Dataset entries
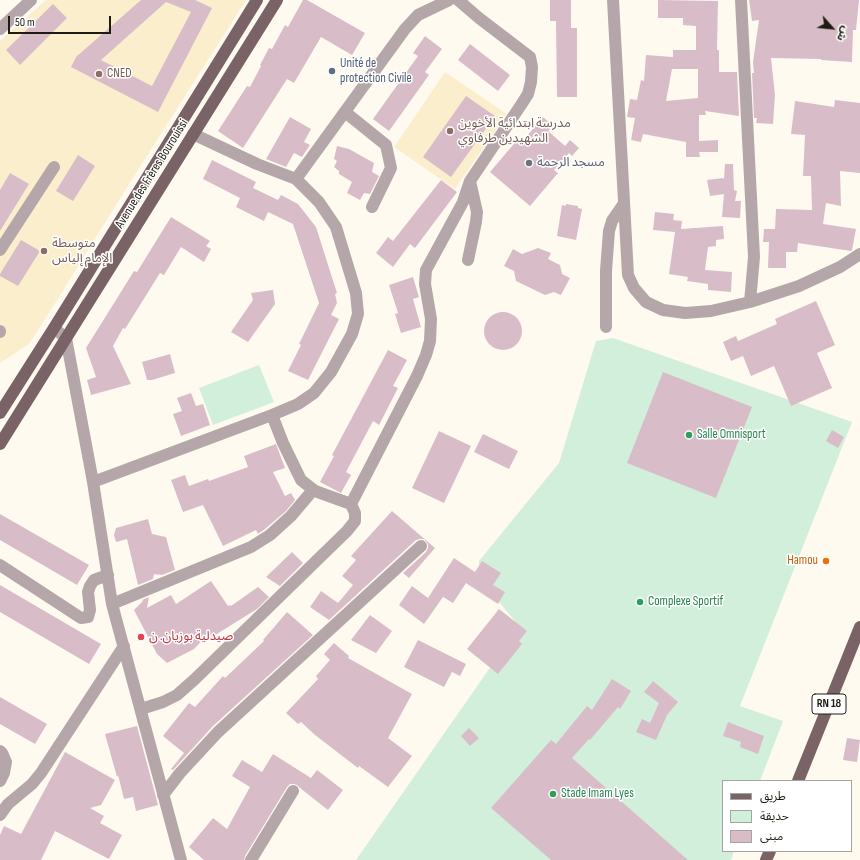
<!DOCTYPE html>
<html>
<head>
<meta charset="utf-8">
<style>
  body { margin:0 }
  #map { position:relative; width:860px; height:860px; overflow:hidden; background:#fefaf0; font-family:"Sofia Sans Condensed","Noto Sans Arabic",sans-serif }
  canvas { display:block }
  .legend { position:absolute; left:722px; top:780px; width:130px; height:72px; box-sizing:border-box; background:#fff; border:1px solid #a5a4a0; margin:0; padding:5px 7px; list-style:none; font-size:12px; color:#1e1b12 }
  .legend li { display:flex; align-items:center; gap:8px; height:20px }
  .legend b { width:20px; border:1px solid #a5a4a0 }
  .north { position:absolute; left:812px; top:8px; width:40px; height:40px; -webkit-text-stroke:3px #fff; paint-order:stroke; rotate:117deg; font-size:11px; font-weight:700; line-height:16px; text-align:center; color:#1e1b12 }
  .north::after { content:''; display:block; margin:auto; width:14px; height:18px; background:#1e1b12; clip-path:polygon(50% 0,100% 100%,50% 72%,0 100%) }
  .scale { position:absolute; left:8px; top:16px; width:103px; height:18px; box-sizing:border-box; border:2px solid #1e1b12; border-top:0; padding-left:5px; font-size:12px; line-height:14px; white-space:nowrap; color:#1e1b12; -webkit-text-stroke:3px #fff; paint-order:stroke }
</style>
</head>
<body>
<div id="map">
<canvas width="860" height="860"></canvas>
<ul class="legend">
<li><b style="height:5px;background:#7a6366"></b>طريق</li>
<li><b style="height:11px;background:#d2efdc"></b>حديقة</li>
<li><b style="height:11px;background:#d8bdc9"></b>مبنى</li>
</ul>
<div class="north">ش</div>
<div class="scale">50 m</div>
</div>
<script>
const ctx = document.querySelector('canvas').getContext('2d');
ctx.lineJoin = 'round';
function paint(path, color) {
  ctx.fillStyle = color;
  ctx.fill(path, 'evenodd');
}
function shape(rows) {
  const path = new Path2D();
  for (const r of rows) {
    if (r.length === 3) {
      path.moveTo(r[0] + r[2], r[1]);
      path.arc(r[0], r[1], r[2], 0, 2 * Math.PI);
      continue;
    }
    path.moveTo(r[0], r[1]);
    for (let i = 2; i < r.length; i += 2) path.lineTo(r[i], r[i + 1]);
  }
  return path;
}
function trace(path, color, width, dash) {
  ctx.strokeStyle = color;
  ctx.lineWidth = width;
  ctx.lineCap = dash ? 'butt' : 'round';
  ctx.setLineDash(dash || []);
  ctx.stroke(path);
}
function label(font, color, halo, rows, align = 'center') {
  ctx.font = font + ' "Sofia Sans Condensed","Noto Sans Arabic",sans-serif';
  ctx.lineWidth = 3;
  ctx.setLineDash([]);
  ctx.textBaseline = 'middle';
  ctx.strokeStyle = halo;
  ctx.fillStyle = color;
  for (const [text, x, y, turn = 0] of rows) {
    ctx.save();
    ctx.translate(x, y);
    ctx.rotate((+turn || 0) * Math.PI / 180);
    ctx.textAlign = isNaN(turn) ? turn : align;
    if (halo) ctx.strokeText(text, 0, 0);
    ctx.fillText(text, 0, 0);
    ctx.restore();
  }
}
paint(shape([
  [46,0,246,0,124,192,51,310,29,344,0,363,0,41],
  [445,72,507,114,455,189,394,147]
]), '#fbeecd');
paint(shape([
  [613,338,852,422,740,706,783,721,760,781,723,781,723,851,734,851,731,860,356,860,519,626,480,579,479,561,559,463,596,341],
  [259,365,274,402,213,425,199,388]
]), '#d2efdc');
paint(shape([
  [141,0,195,0,212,8,158,112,71,67,76,57],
  [166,2,191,12,152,86,101,60],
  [303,0,307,0,365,33,352,55,321,37,294,83,287,79,243,148,218,131,247,86,250,87,261,66,260,65,269,48,272,49,285,25,288,27],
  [550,0,571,0,571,28,577,28,577,97,557,97,556,21,550,21],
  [658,0,718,1,717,50,719,50,719,72,737,72,739,116,705,111,706,115,699,115,699,141,718,140,718,152,699,152,700,157,686,157,686,142,643,134,641,142,631,140,635,118,627,117,630,99,637,100,641,80,644,81,646,55,673,57,673,50,696,50,696,26,683,25,683,18,658,18],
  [672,69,698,69,698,98,666,101],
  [749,0,859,0,856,30,853,30,852,62,821,60,821,59,771,58,775,95,773,124,756,123,757,118,754,118,752,73,754,73,753,62,759,20,752,21],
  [53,4,67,18,20,65,6,50],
  [425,36,442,49,425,72,429,75,389,131,373,119,418,56,413,53],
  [470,44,510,75,498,91,458,60],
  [466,96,495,116,451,177,423,157],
  [835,100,860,103,860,173,840,171,841,206,826,203,823,224,856,229,852,250,851,251,798,243,797,252,786,252,786,268,768,268,769,242,763,242,764,229,775,229,776,209,812,210,811,176,803,176,805,135,791,134,795,101,834,107],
  [290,117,311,129,304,142,310,145,302,157,294,153,286,167,266,159],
  [543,117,551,124,551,128,548,131,565,146,570,140,579,148,572,156,569,153,554,170,558,173,530,206,490,172,518,139,522,142],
  [337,146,349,149,374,163,372,172,379,176,370,194,364,193,360,200,347,193,352,182,339,174,339,171,334,167,337,161,334,159],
  [78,155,95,166,73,201,56,191],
  [212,160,256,182,253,188,278,200,281,195,298,204,316,227,337,293,335,294,337,303,331,315,339,319,308,380,288,371,301,345,299,344,319,303,293,224,268,212,264,221,236,207,240,198,203,179],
  [725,164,733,164,734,190,737,191,735,201,741,201,740,218,722,217,724,194,710,196,707,180,723,178,724,179],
  [10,173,29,184,0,231,0,190],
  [441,180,457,192,415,248,410,244,393,267,376,253,388,237,393,241],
  [566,204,578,206,578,208,582,209,576,240,557,236,562,205,566,206],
  [655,212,674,214,673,220,682,221,681,229,723,226,724,239,716,240,716,246,708,247,705,270,732,272,731,292,708,290,708,284,687,281,688,277,669,274,675,232,653,230],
  [171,217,210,241,206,246,211,249,204,262,181,247,164,275,160,273,125,329,123,328,113,346,131,384,91,395,87,380,96,377,86,348,134,271,137,272],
  [21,240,40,251,18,286,0,276,0,274],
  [538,248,551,253,548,259,560,265,562,274,570,278,561,295,554,292,545,295,516,281,514,271,504,266,513,249,522,254],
  [413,277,419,297,413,299,421,327,401,333,395,314,398,313,389,285],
  [273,290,275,304,248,342,231,332,253,300,251,293],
  [816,301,835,345,817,353,832,388,791,406,774,366,751,376,743,356,731,361,723,342,736,336,738,341,777,324,775,319],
  [503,331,19],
  [388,350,407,360,393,386,398,388,379,425,373,421,346,472,351,475,341,493,320,482,334,456,332,455],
  [170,354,175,373,152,380,147,380,142,362],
  [663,372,752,407,716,498,627,463],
  [191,393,196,406,203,404,210,425,181,436,173,414,182,411,177,398],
  [832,430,844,437,838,448,826,441],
  [439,431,471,446,444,503,412,488],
  [483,434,518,451,509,469,474,452],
  [276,444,285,468,273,472,285,496,291,493,295,500,286,511,265,529,258,534,256,530,223,546,203,505,183,512,171,480,185,475,189,486,208,479,209,481,248,467,244,456],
  [392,511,435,548,409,578,403,573,426,552,428,548,428,544,424,539,420,539,416,540,329,620,310,607,321,591,338,603,353,585,342,576,356,560,351,556],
  [0,514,89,565,77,585,0,540],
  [148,519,152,534,166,537,175,570,162,575,154,574,153,579,138,585,127,539,116,542,114,535,116,528],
  [292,552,303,563,280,586,266,577],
  [454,558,475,572,482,561,501,573,493,585,505,592,498,604,466,583,453,603,443,597,424,624,399,605,412,586,428,598],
  [211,581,228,606,230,605,231,606,258,587,269,597,257,609,212,637,209,633,194,649,167,663,157,654,134,610,143,601,142,600,149,597,147,608,171,595,176,604],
  [0,585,101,644,89,664,0,612],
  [499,609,527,631,519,641,522,644,498,674,467,649],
  [287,612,313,635,213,726,173,770,171,769,184,753,163,736,189,703,195,707,223,676,225,678,264,641,263,640],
  [370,615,392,631,376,653,351,640],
  [418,640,466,664,460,676,452,672,444,687,404,667],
  [334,643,349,656,348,658,412,694,388,738,412,756,388,787,359,766,358,768,315,735,301,722,298,724,286,713,318,679,316,676,330,660,324,654],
  [612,679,631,691,620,709,618,707,590,740,589,739,572,758,688,860,551,860,491,808,551,740,556,744,587,706,592,710],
  [653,681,678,702,667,715,656,740,636,732,642,719,650,723,659,703,644,692],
  [0,697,47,724,35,744,0,724],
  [728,722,764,736,758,754,740,747,741,742,723,736],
  [137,726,158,805,136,811,133,797,124,799,118,775,117,777,105,734],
  [469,728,479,738,470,746,461,736],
  [847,738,860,740,857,762,843,760],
  [65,752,115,780,101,805,90,808,104,816,100,823,122,835,109,859,55,831,41,860,0,860,0,835,4,826,21,834],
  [273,754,311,778,317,770,343,790,328,810,300,788,297,785,294,784,290,784,287,787,245,856,244,860,204,860,189,847,213,818,227,829,250,787,232,776,242,760,262,772]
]), '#d8bdc9');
trace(shape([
  [613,0,628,275,634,288,646,302,663,310,685,313,711,311,750,302,799,286,840,267,860,254],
  [741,0,754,257,750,302],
  [0,29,31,0],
  [345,112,386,145,391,168,372,207],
  [296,179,405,29,418,15,449,0],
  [0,250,54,167],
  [468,260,476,222,477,212,470,181],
  [606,327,606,271,609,231,612,221,623,205],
  [54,328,66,338,93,482,112,604,181,860],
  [0,331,0,332],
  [93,482,272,415,298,404,314,393,331,372,352,334,358,314,356,293,336,227,319,202,296,179,257,164,193,134],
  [351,504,417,376,426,355,430,341,431,319,425,284,426,270,463,202,470,181,521,105,528,94,531,82,532,67,530,57,479,18,458,0],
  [0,565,81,618,88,617,90,610,88,592,90,586,94,580,108,575],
  [112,604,251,547,270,535,291,516,313,490],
  [141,709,163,702,177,695,195,679,347,531,355,521,355,513,351,504,315,491,301,480,283,443,272,415],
  [0,751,2,753,6,762,4,773,0,781],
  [163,795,180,773,218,732,421,546],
  [0,815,8,804,32,784,41,773,124,646],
  [251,860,293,791]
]), '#b5a7a9', 12);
trace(shape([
  [0,413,54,328,257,0],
  [0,444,277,0],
  [798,781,860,627],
  [766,860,770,851]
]), '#7a6366', 12);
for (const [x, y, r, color] of [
  [332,71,4,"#5c6f8a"],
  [99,74,4,"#8d6e63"],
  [450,131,4,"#8d6e63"],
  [529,163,4,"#6b7280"],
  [44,251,4,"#8d6e63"],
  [689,435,4,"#2e9e5b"],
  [826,561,4,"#e8710a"],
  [640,602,4,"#2e9e5b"],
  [141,637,4,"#e0444e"],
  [553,794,4,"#2e9e5b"]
]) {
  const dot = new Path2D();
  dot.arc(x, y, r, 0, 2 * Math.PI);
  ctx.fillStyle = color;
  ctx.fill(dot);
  trace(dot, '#fff', 1.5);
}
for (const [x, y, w] of [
  [829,704,34]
]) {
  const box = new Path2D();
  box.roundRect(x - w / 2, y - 10, w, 20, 3);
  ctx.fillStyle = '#fff';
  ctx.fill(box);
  trace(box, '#1e1b12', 1);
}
label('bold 12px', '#1e1b12', null, [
  ["RN 18",829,704]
]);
label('13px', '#4e5e75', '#fff', [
  ["Unité de",340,64],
  ["protection Civile",340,79]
], 'left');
label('13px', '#785e54', '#fff', [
  ["CNED",107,74],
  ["مدرسة ابتدائية الأخوين",458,124],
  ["الشهيدين طرفاوي",458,139],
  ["متوسطة",52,244],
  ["الإمام إلياس",52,259]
], 'left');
label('13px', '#5b616d', '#fff', [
  ["مسجد الرحمة",537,163]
], 'left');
label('13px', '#1e1b12', '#fff', [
  ["Avenue des Frères Bourouissi",152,174,-58]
]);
label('13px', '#27864d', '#fff', [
  ["Salle Omnisport",697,435],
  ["Complexe Sportif",648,602],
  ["Stade Imam Lyes",561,794]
], 'left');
label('13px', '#c56008', '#fff', [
  ["Hamou",818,561]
], 'right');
label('13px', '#be3a42', '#fff', [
  ["صيدلية بوزيان. ن",149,637]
], 'left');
</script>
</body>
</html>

## PROBLEM TO WORK ON
Only the lines from the start of the records through the line containing "display:flex; align-items:center; gap:8px;" should be repeated, word for word, with the pictures left out.

## ANSWER SPACE
<!DOCTYPE html>
<html>
<head>
<meta charset="utf-8">
<style>
  body { margin:0 }
  #map { position:relative; width:860px; height:860px; overflow:hidden; background:#fefaf0; font-family:"Sofia Sans Condensed","Noto Sans Arabic",sans-serif }
  canvas { display:block }
  .legend { position:absolute; left:722px; top:780px; width:130px; height:72px; box-sizing:border-box; background:#fff; border:1px solid #a5a4a0; margin:0; padding:5px 7px; list-style:none; font-size:12px; color:#1e1b12 }
  .legend li { display:flex; align-items:center; gap:8px; height:20px }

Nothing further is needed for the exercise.